→ Action item
The response should consist of the records that follow, printed exactly.
---------- Record set ----------
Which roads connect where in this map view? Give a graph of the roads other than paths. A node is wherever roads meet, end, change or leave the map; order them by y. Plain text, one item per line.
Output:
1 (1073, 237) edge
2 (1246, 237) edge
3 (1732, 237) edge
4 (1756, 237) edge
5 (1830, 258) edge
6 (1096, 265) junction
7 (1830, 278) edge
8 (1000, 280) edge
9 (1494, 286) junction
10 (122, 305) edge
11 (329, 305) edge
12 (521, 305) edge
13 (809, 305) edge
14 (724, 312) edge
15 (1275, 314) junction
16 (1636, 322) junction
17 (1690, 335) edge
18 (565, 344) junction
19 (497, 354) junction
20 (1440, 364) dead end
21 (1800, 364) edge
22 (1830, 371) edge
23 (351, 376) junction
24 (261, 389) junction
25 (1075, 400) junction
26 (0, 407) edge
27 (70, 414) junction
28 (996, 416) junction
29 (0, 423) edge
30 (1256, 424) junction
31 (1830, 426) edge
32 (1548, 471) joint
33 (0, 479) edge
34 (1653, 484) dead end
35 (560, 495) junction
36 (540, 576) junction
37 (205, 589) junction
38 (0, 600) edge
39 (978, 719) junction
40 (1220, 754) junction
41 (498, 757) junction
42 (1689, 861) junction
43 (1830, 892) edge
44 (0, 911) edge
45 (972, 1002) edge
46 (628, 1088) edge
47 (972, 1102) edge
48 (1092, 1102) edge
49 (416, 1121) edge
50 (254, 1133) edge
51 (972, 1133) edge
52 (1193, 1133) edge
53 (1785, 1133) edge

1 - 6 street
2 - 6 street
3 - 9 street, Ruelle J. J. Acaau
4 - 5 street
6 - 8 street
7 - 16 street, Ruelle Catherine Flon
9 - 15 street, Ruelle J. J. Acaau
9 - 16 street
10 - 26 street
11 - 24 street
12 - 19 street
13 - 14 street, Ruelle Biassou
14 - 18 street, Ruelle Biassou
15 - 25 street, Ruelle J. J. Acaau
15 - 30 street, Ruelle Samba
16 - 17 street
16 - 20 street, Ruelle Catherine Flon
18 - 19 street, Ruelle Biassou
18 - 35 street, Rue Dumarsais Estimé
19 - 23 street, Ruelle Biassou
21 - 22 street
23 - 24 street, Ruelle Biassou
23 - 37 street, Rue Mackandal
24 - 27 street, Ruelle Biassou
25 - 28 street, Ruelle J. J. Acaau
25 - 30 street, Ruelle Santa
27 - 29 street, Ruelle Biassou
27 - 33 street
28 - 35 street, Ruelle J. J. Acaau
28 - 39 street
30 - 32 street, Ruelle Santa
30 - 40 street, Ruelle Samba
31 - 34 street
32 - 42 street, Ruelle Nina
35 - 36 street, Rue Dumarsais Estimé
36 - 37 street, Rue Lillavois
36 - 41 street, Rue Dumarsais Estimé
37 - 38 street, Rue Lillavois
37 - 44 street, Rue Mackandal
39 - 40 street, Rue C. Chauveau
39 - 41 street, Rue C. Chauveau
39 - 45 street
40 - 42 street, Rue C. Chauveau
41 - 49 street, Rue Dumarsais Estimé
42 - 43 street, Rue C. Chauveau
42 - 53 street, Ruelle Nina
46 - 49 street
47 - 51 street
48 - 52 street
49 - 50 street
----------
→ Problem solution
Which roads connect where in this map view? Give a graph of the roads other than paths. A node is wherever roads meet, end, change or leave the map; order them by y. Plain text, one item per line.
Output:
1 (1073, 237) edge
2 (1246, 237) edge
3 (1732, 237) edge
4 (1756, 237) edge
5 (1830, 258) edge
6 (1096, 265) junction
7 (1830, 278) edge
8 (1000, 280) edge
9 (1494, 286) junction
10 (122, 305) edge
11 (329, 305) edge
12 (521, 305) edge
13 (809, 305) edge
14 (724, 312) edge
15 (1275, 314) junction
16 (1636, 322) junction
17 (1690, 335) edge
18 (565, 344) junction
19 (497, 354) junction
20 (1440, 364) dead end
21 (1800, 364) edge
22 (1830, 371) edge
23 (351, 376) junction
24 (261, 389) junction
25 (1075, 400) junction
26 (0, 407) edge
27 (70, 414) junction
28 (996, 416) junction
29 (0, 423) edge
30 (1256, 424) junction
31 (1830, 426) edge
32 (1548, 471) joint
33 (0, 479) edge
34 (1653, 484) dead end
35 (560, 495) junction
36 (540, 576) junction
37 (205, 589) junction
38 (0, 600) edge
39 (978, 719) junction
40 (1220, 754) junction
41 (498, 757) junction
42 (1689, 861) junction
43 (1830, 892) edge
44 (0, 911) edge
45 (972, 1002) edge
46 (628, 1088) edge
47 (972, 1102) edge
48 (1092, 1102) edge
49 (416, 1121) edge
50 (254, 1133) edge
51 (972, 1133) edge
52 (1193, 1133) edge
53 (1785, 1133) edge

1 - 6 street
2 - 6 street
3 - 9 street, Ruelle J. J. Acaau
4 - 5 street
6 - 8 street
7 - 16 street, Ruelle Catherine Flon
9 - 15 street, Ruelle J. J. Acaau
9 - 16 street
10 - 26 street
11 - 24 street
12 - 19 street
13 - 14 street, Ruelle Biassou
14 - 18 street, Ruelle Biassou
15 - 25 street, Ruelle J. J. Acaau
15 - 30 street, Ruelle Samba
16 - 17 street
16 - 20 street, Ruelle Catherine Flon
18 - 19 street, Ruelle Biassou
18 - 35 street, Rue Dumarsais Estimé
19 - 23 street, Ruelle Biassou
21 - 22 street
23 - 24 street, Ruelle Biassou
23 - 37 street, Rue Mackandal
24 - 27 street, Ruelle Biassou
25 - 28 street, Ruelle J. J. Acaau
25 - 30 street, Ruelle Santa
27 - 29 street, Ruelle Biassou
27 - 33 street
28 - 35 street, Ruelle J. J. Acaau
28 - 39 street
30 - 32 street, Ruelle Santa
30 - 40 street, Ruelle Samba
31 - 34 street
32 - 42 street, Ruelle Nina
35 - 36 street, Rue Dumarsais Estimé
36 - 37 street, Rue Lillavois
36 - 41 street, Rue Dumarsais Estimé
37 - 38 street, Rue Lillavois
37 - 44 street, Rue Mackandal
39 - 40 street, Rue C. Chauveau
39 - 41 street, Rue C. Chauveau
39 - 45 street
40 - 42 street, Rue C. Chauveau
41 - 49 street, Rue Dumarsais Estimé
42 - 43 street, Rue C. Chauveau
42 - 53 street, Ruelle Nina
46 - 49 street
47 - 51 street
48 - 52 street
49 - 50 street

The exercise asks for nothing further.